A forbearance agreement is between a borrower and a lender when the lender agrees to refrain from exercising any legal remedies available under the loan documents following one or more defaults. Entering into a forbearance agreement allows time for workout negotiations between the borrower and the lender to occur and for a workout plan to be implemented.
It is at the lender's discretion whether to agree to a forbearance agreement, but a short-term forbearance may be possible to allow the borrower and the lender some “breathing room” to assess problems with the business of the borrower and potential solutions. So long as the borrower has sufficient cash to continue to operate its business, it may be in the best interests of the lender to allow time to seek a resolution to difficulties rather than take quick action and risk recovering less than the outstanding amount.
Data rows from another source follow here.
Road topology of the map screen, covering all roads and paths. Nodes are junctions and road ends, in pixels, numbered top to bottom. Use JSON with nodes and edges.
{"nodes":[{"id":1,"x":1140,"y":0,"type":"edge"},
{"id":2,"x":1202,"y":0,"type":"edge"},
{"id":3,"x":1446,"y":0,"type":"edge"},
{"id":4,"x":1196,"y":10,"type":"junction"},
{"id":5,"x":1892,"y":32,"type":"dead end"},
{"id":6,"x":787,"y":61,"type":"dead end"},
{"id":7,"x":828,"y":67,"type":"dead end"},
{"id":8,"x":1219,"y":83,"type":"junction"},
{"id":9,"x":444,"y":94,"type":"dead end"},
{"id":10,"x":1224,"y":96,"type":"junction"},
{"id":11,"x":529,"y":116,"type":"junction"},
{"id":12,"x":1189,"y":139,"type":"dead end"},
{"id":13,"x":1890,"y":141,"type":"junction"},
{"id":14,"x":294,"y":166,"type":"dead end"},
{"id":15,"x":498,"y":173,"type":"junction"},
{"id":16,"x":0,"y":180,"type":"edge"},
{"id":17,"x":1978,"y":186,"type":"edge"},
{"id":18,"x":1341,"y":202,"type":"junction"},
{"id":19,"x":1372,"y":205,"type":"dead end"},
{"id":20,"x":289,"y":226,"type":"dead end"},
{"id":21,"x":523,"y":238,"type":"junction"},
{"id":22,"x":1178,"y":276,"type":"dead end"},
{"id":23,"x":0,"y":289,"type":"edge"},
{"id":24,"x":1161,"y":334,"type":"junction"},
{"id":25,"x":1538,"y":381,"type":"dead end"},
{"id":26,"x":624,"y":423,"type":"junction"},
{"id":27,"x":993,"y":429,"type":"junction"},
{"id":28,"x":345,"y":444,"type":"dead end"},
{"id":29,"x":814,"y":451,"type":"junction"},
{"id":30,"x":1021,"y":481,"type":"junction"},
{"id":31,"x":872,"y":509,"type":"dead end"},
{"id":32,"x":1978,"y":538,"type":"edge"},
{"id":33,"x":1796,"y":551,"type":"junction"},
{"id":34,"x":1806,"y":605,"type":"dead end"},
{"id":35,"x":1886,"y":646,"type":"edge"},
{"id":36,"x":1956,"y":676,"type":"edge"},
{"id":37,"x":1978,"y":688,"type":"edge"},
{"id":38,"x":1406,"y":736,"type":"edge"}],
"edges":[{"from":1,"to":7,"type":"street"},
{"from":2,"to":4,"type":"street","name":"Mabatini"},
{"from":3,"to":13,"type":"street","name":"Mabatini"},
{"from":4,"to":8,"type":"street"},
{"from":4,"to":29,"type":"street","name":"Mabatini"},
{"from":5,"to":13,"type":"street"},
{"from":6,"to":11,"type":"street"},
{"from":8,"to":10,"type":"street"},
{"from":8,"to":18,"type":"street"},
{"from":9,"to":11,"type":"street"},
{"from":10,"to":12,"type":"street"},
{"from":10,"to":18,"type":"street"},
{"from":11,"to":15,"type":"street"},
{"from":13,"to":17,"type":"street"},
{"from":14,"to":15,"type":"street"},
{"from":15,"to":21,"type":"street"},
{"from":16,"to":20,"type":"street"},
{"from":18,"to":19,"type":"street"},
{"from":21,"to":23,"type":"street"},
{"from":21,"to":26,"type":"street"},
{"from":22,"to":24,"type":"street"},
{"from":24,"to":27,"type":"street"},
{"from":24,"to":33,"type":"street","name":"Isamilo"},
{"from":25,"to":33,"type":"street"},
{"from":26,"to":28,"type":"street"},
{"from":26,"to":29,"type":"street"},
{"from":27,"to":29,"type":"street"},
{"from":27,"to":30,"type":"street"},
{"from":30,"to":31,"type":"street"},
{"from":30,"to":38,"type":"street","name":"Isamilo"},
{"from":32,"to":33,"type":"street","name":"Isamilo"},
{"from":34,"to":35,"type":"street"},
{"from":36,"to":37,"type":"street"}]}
A forbearance agreement is not a waiver of any existing defaults and will be for a limited time period. The agreement will ask the borrower to confirm and specifically identify all existing defaults. Any defaults not identified or other defaults that arise during the forbearance period would not be subject to the forbearance agreement, so the borrower must exercise care in identifying all current and possible future defaults that would be covered by the agreement.
The agreement may include new restrictions on the borrower in addition to the covenants in the existing loan documents. A borrower should retain experienced legal counsel to negotiate the terms of the forbearance agreement and give it the best chance of executing a turnaround plan.